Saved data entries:
..............................
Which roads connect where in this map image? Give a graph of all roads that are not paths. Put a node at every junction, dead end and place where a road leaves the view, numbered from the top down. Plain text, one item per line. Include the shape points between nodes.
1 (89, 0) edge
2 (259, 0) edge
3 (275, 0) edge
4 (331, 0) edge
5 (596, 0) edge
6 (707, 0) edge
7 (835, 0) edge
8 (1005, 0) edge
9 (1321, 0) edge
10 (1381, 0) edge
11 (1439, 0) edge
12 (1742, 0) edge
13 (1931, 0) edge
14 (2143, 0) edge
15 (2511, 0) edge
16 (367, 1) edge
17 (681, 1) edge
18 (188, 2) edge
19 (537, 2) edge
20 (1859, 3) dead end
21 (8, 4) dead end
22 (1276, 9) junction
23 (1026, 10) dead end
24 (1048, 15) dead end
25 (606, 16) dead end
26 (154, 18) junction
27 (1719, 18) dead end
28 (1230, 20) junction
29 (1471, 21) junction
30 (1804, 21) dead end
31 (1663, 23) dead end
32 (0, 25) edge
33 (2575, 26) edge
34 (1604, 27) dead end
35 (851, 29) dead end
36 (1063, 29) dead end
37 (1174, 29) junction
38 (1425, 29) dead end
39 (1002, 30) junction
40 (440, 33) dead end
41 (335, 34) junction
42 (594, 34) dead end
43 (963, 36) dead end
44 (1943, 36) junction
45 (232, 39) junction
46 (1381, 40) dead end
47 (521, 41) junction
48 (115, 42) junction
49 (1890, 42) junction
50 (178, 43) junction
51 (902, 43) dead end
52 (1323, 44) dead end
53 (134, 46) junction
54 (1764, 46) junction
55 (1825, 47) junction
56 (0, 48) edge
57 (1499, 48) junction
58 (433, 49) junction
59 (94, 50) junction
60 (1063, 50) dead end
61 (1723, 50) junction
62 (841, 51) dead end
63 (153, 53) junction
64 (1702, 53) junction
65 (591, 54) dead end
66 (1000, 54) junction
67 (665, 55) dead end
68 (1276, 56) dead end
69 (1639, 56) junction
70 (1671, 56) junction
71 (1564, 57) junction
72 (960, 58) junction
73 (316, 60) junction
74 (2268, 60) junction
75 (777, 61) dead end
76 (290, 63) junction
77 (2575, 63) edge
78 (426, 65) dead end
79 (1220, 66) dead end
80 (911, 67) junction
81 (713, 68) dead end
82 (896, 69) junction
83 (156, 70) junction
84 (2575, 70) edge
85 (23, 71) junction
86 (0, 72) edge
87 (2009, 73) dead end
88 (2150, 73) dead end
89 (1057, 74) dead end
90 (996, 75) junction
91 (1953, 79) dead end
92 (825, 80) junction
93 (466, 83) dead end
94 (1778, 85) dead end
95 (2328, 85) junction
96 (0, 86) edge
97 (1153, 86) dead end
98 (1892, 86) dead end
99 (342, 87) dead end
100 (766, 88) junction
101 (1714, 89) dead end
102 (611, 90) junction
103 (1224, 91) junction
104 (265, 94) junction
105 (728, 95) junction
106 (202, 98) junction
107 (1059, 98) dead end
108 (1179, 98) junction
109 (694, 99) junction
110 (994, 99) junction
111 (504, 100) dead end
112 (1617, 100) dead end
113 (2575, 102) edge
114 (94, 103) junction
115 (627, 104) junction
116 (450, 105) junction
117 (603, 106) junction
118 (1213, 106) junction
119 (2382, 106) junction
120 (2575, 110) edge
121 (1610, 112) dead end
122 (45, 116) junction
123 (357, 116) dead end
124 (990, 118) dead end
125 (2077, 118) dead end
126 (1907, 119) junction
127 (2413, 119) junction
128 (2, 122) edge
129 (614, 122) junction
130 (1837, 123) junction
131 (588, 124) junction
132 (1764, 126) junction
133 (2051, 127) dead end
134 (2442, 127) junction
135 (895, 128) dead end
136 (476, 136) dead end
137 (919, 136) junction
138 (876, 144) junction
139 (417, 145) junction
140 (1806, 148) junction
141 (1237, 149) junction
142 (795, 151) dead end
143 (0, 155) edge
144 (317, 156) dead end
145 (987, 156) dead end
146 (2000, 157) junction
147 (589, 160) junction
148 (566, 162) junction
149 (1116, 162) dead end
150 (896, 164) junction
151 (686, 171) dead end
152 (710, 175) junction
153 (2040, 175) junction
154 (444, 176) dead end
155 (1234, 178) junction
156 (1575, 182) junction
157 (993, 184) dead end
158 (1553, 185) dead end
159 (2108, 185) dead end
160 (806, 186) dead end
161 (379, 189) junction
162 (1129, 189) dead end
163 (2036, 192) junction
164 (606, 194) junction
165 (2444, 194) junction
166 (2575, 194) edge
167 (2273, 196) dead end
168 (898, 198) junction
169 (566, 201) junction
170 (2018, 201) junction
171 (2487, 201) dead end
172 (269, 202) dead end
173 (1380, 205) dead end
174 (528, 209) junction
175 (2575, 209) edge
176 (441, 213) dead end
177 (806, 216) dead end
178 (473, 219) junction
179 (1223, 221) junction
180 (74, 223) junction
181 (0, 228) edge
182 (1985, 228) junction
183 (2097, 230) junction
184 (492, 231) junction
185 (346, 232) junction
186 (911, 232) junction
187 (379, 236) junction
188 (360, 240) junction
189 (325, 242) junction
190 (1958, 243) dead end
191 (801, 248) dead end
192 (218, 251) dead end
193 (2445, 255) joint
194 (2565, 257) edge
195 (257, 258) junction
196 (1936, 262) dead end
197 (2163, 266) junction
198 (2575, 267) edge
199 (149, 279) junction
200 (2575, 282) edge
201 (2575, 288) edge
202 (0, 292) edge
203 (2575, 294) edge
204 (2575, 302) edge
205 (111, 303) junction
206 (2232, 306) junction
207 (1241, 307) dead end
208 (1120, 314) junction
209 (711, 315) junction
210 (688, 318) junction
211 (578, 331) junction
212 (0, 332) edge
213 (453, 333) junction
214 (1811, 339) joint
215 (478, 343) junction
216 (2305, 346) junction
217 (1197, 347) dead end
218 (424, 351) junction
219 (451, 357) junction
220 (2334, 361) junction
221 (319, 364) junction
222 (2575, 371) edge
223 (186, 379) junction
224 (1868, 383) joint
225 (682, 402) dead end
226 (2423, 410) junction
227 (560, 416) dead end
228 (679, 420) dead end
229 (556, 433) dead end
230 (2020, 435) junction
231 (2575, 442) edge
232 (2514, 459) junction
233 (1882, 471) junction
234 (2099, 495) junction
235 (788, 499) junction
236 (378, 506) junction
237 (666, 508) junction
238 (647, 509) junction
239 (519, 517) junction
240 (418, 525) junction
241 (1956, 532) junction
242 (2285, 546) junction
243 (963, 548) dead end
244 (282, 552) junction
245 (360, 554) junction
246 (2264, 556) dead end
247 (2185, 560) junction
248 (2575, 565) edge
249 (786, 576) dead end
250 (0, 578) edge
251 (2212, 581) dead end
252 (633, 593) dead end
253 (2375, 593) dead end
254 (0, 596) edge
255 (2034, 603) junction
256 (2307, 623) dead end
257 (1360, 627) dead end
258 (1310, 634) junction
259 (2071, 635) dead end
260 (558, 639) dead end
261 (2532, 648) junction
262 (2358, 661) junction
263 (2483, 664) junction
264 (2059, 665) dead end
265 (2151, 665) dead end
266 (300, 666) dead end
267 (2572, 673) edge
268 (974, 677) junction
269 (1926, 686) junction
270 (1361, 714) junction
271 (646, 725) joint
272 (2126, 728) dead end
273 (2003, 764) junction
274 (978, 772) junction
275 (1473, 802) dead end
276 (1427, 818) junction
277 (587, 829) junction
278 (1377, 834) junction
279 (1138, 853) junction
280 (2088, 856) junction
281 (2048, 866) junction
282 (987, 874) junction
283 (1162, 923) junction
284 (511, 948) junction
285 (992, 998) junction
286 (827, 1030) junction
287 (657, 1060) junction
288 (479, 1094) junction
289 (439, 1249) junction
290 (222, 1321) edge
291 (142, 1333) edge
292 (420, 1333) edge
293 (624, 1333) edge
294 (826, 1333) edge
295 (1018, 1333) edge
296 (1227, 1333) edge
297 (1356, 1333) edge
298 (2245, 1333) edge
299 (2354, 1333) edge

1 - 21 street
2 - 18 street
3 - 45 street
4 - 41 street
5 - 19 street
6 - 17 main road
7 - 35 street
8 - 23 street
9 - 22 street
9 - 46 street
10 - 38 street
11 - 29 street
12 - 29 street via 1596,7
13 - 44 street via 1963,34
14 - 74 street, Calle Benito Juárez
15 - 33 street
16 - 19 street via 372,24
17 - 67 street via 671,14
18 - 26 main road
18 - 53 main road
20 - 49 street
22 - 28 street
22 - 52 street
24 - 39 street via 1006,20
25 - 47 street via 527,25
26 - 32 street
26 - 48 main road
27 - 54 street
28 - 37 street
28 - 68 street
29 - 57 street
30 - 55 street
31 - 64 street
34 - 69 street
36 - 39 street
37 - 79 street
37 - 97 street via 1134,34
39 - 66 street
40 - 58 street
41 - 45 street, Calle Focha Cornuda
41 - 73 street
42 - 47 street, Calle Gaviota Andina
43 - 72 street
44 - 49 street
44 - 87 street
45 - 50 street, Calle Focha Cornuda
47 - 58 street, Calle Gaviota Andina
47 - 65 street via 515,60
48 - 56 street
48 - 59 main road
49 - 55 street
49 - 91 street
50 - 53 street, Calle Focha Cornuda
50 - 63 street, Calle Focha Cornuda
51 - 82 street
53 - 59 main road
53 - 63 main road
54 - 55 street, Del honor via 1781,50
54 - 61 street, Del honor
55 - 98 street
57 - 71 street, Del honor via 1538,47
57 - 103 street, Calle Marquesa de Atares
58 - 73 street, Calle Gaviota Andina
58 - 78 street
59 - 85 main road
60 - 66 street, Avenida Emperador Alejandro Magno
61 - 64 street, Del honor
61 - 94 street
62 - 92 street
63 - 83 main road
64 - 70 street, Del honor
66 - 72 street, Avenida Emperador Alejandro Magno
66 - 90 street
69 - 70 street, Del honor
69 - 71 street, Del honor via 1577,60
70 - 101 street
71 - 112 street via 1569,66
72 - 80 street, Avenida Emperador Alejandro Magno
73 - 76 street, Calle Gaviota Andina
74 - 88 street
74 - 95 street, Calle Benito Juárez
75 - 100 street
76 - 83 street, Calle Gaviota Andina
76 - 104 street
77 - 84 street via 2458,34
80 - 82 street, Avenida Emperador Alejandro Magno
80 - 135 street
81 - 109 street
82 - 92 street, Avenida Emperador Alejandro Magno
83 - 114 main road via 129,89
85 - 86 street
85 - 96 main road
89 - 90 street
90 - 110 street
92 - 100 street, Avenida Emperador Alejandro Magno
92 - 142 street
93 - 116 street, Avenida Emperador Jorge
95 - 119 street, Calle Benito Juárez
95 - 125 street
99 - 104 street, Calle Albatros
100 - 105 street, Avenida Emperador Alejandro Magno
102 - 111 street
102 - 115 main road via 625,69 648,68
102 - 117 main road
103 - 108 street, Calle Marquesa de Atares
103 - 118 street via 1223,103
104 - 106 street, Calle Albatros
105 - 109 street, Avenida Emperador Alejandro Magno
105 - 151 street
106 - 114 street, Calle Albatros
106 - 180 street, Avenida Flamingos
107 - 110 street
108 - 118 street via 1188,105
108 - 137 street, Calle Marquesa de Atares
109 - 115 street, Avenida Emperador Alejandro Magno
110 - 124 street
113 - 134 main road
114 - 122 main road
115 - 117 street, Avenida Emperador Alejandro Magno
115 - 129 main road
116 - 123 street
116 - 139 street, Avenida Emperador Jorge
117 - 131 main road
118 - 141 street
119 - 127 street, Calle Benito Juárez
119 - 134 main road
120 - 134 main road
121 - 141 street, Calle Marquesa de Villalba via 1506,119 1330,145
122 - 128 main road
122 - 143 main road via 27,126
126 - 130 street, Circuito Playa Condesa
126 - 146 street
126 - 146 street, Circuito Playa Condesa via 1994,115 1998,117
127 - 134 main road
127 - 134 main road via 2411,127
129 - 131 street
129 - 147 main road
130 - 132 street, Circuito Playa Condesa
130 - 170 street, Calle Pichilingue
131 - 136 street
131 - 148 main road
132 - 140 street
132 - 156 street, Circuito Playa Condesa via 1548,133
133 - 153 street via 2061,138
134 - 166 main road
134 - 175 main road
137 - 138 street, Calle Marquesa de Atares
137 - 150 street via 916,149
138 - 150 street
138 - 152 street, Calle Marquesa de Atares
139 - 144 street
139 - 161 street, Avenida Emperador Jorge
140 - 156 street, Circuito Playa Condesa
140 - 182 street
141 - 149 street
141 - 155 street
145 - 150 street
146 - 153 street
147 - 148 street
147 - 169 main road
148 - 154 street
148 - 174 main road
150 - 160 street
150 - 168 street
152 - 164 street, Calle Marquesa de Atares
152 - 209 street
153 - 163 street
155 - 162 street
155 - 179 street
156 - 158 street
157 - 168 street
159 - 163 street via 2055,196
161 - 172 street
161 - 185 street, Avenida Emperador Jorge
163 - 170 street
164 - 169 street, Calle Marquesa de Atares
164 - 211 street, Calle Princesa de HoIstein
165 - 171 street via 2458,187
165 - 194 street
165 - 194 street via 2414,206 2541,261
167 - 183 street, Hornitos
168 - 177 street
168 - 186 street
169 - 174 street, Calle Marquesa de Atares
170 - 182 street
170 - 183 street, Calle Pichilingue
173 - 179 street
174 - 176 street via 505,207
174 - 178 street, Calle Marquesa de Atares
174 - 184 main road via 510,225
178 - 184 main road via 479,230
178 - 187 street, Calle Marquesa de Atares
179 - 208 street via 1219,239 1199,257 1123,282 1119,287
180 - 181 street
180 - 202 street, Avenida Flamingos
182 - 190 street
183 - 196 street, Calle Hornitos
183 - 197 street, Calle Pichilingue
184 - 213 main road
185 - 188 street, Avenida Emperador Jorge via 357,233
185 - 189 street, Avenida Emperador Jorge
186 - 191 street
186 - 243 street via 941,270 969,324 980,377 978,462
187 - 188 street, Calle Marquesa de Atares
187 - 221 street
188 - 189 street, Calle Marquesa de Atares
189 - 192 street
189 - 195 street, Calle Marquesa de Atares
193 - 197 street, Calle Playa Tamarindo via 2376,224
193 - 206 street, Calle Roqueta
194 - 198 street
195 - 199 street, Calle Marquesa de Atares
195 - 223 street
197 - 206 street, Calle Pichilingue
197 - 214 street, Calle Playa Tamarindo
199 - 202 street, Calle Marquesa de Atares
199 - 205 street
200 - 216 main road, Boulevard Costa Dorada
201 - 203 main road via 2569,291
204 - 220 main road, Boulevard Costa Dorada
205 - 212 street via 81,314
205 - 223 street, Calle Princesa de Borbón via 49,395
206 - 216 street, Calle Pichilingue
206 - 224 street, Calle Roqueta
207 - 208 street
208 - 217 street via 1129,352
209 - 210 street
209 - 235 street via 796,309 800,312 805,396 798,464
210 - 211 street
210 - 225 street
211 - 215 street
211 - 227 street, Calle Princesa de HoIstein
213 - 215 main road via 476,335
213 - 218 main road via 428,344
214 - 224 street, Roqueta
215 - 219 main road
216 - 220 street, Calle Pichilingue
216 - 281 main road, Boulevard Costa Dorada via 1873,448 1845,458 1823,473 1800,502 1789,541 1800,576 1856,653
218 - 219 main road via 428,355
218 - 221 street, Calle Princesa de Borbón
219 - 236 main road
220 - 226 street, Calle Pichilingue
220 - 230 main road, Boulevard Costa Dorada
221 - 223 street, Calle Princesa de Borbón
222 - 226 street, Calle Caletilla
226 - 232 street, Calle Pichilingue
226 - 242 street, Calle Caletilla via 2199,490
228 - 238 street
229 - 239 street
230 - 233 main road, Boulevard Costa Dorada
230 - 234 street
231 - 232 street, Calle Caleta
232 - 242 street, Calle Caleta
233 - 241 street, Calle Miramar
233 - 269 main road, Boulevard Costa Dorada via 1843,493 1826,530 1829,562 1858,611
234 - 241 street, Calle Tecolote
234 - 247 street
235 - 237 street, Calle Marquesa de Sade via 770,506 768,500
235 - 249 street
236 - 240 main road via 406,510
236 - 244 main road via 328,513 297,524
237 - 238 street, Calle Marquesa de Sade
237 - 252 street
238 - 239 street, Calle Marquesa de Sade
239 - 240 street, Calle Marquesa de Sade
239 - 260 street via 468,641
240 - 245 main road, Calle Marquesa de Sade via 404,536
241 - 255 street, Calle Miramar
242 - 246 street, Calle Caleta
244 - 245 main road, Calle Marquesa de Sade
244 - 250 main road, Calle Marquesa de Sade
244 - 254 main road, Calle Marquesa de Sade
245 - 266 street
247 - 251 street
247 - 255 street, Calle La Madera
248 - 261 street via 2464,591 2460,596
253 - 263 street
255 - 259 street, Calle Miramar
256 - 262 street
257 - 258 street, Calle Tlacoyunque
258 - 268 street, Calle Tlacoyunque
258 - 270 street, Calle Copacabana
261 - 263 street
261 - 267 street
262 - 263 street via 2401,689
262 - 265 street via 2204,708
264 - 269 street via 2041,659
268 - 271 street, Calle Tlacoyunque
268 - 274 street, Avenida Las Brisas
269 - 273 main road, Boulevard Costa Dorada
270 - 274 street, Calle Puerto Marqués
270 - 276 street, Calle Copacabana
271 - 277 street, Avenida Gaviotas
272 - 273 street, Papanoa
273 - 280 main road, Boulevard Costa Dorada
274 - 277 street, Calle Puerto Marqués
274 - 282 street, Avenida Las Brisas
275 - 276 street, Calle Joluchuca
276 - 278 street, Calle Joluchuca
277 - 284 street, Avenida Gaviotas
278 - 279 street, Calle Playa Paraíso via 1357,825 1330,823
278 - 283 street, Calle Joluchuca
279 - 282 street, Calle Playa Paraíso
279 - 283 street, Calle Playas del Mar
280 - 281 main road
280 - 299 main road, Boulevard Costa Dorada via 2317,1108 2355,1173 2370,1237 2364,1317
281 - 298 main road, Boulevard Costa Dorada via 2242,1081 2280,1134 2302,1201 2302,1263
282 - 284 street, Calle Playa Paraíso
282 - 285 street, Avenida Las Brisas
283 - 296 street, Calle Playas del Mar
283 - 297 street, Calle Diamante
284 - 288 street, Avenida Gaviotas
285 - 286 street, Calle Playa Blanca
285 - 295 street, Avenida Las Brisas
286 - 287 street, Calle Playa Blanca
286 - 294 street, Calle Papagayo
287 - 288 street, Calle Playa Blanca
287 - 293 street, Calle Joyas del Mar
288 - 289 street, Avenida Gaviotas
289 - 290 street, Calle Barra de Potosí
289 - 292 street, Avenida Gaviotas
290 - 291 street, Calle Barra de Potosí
..............................
[Problem requirements]
Across the records above, return every line that contains the word "Jorge".

[Task output]
93 - 116 street, Avenida Emperador Jorge
116 - 139 street, Avenida Emperador Jorge
139 - 161 street, Avenida Emperador Jorge
161 - 185 street, Avenida Emperador Jorge
185 - 188 street, Avenida Emperador Jorge via 357,233
185 - 189 street, Avenida Emperador Jorge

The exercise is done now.